Relationship of proteinases and proteinase inhibitors with microbial presence in chronic lung disease of prematurity

Abstract

Background: A proteolytic imbalance has been implicated in the development of "classical" chronic lung disease of prematurity (CLD). However, in "new" CLD this pattern has changed. This study examines the longitudinal relationship between neutrophil proteinases and their inhibitors in ventilated preterm infants and their relationship to microbial colonisation.

Methods: Serial bronchoalveolar lavage fluid was obtained from ventilated newborn preterm infants. Neutrophil elastase (NE) activity, cell counts, metalloproteinase (MMP)-9, MMP-9/TIMP-1 complex, SerpinB1 concentration and percentage of SerpinB1 and alpha(1)-antitrypsin (AAT) in complex with elastase were measured. The presence of microbial genes was examined using PCR for 16S rRNA genes.

Results: Statistically more infants who developed CLD had NE activity in at least one sample (10/20) compared with infants with resolved respiratory distress syndrome (RDS) (2/17). However, NE activity was present in a minority of samples, occurring as episodic peaks. Peak levels of MMP-9, MMP-9/TIMP-1 complex, percentage of AAT and SerpinB1 in complex and cell counts were all statistically greater in infants developing CLD than in infants with resolved RDS. Peak values frequently occurred as episodic spikes and strong temporal relationships were noted between all markers. The peak values for all variables were significantly correlated to each other. The presence of bacterial 16S rRNA genes was associated with the development of CLD and with elevated elastase and MMP-9.
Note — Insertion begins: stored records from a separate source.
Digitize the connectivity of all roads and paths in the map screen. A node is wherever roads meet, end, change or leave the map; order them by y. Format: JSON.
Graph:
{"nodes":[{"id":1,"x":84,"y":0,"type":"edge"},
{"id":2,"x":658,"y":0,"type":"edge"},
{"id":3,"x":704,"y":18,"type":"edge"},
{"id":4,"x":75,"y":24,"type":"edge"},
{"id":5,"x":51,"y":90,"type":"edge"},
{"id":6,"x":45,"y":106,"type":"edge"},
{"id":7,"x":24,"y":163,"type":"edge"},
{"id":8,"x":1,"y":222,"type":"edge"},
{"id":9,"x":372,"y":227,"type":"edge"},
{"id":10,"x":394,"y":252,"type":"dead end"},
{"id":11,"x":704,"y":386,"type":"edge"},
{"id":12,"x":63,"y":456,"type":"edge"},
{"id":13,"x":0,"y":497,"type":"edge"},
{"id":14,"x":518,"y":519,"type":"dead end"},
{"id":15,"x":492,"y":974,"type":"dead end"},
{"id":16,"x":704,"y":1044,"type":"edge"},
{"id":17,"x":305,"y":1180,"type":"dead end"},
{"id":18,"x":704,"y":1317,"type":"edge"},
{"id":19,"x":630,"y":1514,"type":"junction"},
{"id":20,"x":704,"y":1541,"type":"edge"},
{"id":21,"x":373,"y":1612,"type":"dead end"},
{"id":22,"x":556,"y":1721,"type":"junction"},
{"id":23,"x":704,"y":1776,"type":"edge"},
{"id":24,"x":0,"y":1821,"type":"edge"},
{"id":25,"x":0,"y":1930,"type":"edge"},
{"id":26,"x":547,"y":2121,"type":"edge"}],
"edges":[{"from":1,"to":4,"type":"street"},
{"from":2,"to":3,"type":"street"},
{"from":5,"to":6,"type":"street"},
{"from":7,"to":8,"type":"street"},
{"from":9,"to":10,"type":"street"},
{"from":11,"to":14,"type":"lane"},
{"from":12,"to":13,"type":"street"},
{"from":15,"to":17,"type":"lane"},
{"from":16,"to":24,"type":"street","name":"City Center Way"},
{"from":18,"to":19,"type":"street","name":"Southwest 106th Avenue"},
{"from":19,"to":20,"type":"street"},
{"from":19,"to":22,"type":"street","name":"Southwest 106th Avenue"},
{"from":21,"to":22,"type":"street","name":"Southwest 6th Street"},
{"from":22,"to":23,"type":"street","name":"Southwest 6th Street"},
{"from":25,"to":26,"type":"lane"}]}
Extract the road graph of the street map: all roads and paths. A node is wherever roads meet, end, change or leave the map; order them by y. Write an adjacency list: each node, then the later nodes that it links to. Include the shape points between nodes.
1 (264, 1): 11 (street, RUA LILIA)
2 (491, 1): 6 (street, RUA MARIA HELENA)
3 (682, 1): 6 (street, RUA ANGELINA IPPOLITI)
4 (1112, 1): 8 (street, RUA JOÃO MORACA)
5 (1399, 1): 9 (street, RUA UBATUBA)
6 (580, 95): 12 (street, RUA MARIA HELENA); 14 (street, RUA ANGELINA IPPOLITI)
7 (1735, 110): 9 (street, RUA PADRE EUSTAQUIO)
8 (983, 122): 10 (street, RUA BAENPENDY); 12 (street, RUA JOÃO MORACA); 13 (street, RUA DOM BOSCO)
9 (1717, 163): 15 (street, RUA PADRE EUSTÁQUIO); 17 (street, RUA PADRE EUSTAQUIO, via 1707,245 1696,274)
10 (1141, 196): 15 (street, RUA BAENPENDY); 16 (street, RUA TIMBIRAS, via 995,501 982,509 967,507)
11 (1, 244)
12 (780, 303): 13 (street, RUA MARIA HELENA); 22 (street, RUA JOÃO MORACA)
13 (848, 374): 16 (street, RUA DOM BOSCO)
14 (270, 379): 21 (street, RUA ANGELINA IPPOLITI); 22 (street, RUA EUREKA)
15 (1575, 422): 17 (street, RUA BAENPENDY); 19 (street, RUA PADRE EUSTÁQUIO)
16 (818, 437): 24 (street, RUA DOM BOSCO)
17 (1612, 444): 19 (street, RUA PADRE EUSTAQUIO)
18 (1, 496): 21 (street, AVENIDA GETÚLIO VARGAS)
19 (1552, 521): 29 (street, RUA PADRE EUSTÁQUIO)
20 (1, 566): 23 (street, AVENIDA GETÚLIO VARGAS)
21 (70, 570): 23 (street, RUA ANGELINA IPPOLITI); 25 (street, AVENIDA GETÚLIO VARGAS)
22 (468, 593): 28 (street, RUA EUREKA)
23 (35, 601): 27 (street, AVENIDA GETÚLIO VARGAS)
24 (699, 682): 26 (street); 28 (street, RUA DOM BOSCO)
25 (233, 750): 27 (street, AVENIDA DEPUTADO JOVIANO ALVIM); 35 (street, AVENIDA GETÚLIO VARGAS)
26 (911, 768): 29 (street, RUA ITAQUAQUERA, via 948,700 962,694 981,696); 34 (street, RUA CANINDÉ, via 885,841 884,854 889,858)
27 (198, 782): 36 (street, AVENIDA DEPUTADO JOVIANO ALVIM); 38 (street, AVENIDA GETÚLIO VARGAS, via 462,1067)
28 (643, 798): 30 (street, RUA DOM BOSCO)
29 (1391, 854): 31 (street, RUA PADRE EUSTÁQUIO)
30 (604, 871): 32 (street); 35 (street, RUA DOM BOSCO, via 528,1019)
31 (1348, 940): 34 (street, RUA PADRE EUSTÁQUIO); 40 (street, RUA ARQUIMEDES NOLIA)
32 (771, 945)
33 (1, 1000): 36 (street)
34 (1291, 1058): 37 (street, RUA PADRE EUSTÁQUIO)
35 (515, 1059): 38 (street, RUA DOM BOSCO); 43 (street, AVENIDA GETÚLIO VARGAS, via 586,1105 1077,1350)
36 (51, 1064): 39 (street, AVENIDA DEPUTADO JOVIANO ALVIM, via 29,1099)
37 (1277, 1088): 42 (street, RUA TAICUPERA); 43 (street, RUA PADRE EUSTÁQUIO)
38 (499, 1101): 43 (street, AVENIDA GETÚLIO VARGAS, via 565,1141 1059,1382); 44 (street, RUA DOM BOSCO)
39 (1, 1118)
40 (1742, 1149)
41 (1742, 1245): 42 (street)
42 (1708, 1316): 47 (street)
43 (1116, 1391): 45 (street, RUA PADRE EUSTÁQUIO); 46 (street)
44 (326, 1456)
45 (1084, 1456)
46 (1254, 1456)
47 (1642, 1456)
Conclusion: NE activity and MMP-9 appear to be important in the development of "new" CLD with both proteinase and inhibitor concentrations increasing episodically, possibly in response to postnatal infection.

Figure 1

Longitudinal analysis of bronchoalveolar lavage fluid from three infants showing temporal relationships between variables. Graphs A–C show SerpinB1 concentrations (left axis, solid line) and the proportion of α₁-antitrypsin (AAT) in complex with serine protease (right axis, broken line) relative to day of life (x-axis). Graphs D–F show the same infants with matrix metalloproteinase (MMP)-9 concentrations (left axis, solid line) and total cell counts (right axis, broken line) against days of life. The arrows indicate the days when free neutrophil elastase (NE) was detected. No free NE was detected in infant 3.

Figure 2

Western blot of α₁-antitrypsin (AAT) species in sequential bronchoalveolar lavage (BAL) fluid specimens for (A) a representative infant from the resolved respiratory distress syndrome group in whom active neutrophil elastase (NE) was not detected and (B) an infant from the chronic lung disease of prematurity group in whom active NE was detected. Patient age and NE concentrations are shown below each lane of the western blot. Equal amounts of protein were loaded for analysis and the left lanes show purified plasma AAT migrating at 53 kDa (standard). Additional bands in BAL fluid specimens are the complex with serine proteases at 80 kDa and degraded AAT at 48 kDa. Note that the day 1 samples for both infants contain free AAT only, while day 5 BAL fluid for patient A and days 2–6 for patient B also contain an additional higher AAT-proteinase complex. BAL fluid from days 2–6 of patient B also contains degraded AAT.

Figure 3

Western blot of SerpinB1 species in sequential bronchoalveolar lavage (BAL) fluid specimens of an infant with chronic lung disease of prematurity in whom active neutrophil elastase (NE) was detected. Equal volumes of BAL fluid were loaded for analysis and the left lane shows purified SerpinB1 (10 ng) migrating at 42 kDa (standard). Other species present in BAL fluid are the 66 kDa complex with serine proteinase, a partially degraded intermediate product and degraded SerpinB1 at 38 kDa. A statistically significant increase in both the total concentration and percentage in the complex is seen, occurring with increased NE activity.

Figure 4

Scatterplots of (A) peak elastase activity and (B) matrix metalloproteinase (MMP)-9 concentrations for each diagnostic class of infant. Filled symbols indicate 16S rRNA gene-positive specimens and empty boxes indicate negative specimens. Sequencing data for 16S rRNA gene-positive organisms are also shown. Some samples were identified as 16S rRNA gene-positive but no specific microorganism was identified by sequencing. Abbreviations for micro-organisms include S epi (S epidermidis), S haem (S haemolyticus) and P aeru (P aeruginosa). CLD, chronic lung disease of prematurity; RDS, respiratory distress syndrome.